Here's an article from last November: "Total credit extended by the central bank has surged from an average of $885 billion in the week ending August 27 to $2.198 trillion in the week ending November 12."
The article also states: "Quantitative easing has begun."

And this quote is linked to in a post on Naked Capitalism , also last fall: "The US Federal Reserve’s policy is about avoiding a type-one error – underestimating the threat of a depression – at all costs. I was quite surprised last week – though perhaps should not have been – when I learnt that the Fed had quietly adopted a policy of “quantitative easing”."

But then, this March , the Fed once again announced it was starting QE.

But then we have Sumner: "I think you may be right about the Fed’s motives, but if so it shows that QE was always a sham. The Fed was never serious about boosting the base, which means QE was never tried. So while I admit you may be right, it still makes my post worthy of attention doesn’t it? After all, most of the pundits back in March treated the QE like it was an attempt to boost the MB. Nobody predicted the base would have its biggest decline (in the first half of 2009) since 1937."

So, I'm a bit perplexed -- after all, Bernanke is one who has argued that the Great Depression could have been prevented with more quantitative easing, and that Japan's "Lost Decade" could also have been prevented with more quantitative easing, and now that the US is still firmly ensconced in our 18th month now of recession, he's apparently favoring the Fed 1930s/Japan1990s approach to deflation-fighting...

But, perhaps Sumner just doesn't know what he's talking about. It's a bit crazy for him to say that the fiscal stimulus was actually "counterproductive" -- you'd have to believe, first, that Bernanke has been negligent, and second, you must believe that raising taxes and cutting inner city education spending are good to do in a recession, and that the road from San Fran to Tahoe doesn’t need to be repaved.

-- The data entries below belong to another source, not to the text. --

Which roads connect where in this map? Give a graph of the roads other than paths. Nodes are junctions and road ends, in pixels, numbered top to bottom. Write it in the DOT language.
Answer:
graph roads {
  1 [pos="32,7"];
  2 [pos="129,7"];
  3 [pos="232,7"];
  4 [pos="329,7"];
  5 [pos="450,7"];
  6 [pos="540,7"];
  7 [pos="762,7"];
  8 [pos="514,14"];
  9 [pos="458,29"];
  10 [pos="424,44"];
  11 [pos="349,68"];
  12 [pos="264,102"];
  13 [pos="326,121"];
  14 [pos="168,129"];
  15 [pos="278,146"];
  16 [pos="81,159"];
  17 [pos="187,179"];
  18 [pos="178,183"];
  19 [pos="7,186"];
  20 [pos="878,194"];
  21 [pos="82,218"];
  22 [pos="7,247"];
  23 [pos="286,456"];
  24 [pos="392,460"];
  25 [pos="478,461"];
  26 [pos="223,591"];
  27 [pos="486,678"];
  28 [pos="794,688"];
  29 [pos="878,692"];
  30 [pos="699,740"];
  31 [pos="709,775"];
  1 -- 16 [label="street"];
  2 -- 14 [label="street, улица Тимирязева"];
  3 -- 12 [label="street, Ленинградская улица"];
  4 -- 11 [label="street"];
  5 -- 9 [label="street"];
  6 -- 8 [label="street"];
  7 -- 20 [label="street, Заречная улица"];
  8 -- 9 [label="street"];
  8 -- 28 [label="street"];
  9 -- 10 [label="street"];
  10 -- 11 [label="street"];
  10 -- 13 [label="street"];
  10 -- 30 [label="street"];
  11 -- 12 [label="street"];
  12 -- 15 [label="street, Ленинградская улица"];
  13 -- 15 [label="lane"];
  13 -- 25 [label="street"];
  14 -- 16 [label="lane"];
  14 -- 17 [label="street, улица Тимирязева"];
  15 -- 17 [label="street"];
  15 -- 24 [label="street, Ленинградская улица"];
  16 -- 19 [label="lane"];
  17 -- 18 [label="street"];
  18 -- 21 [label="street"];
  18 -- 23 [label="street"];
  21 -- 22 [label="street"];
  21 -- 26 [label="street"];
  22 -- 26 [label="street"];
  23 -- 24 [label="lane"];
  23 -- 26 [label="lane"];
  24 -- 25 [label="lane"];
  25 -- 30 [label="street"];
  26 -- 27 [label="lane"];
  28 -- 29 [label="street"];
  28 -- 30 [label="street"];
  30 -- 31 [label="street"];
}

On the 2nd point, I’m hardly a dispassionate observer — I got a flat on that road which sucks shit (representative of California’s infrastructure and shitty schools), and I’m equally certain that cutting school funding for inner city schools is a f*cking terrible way to balance a budget. New York city increased Met fares for disabled people, and florida increased taxes on retirement homes. South Carolina cut food stamps. Sumner’s argument that a little extra QE would cancel out all these cuts sounds like utter nonsense to my ears.

And the thing to realize about the first point is that there are two ways to fight a recession. One is fiscal policy, one is monetary policy. One way to fight it would be to use only monetary policy. Another would be to use only fiscal policy and hold monetary policy constant. With 9.5% unemployment and rising, with GDP dipping at a 6% annual rate in Q1 (and contracting at 10%+ in many other countries), with a recession which has lasted 18 months and counting, the argument that “Ha! Fiscal policy was not necessary b/c Monetary policy alone would have prevented the recession!” is a bit strange… And, after all, there are costs associated with both as Krugman explained back in March.

In conclusion, just b/c the Fed is staffed w/ psuedoscientists rather than rocket scientists doesn’t mean fiscal policy is worthless… And I still need to read more about what the Fed has and has not done...


  1. You have missed a third economic recovery path. To quote Krugman

    "The big lesson from past bubbles is that recovery is export-led"

    The U.S. can really expect to run a major trade surplus in the current environment. However, eliminating the trade deficit would be very large boost to the economy.

  2. Make that

    The U.S. can't really...

  3. Which is merely another reason why the Fed should just be printing more money, gobbling up T-bills like pac-man, and sinking the dollar!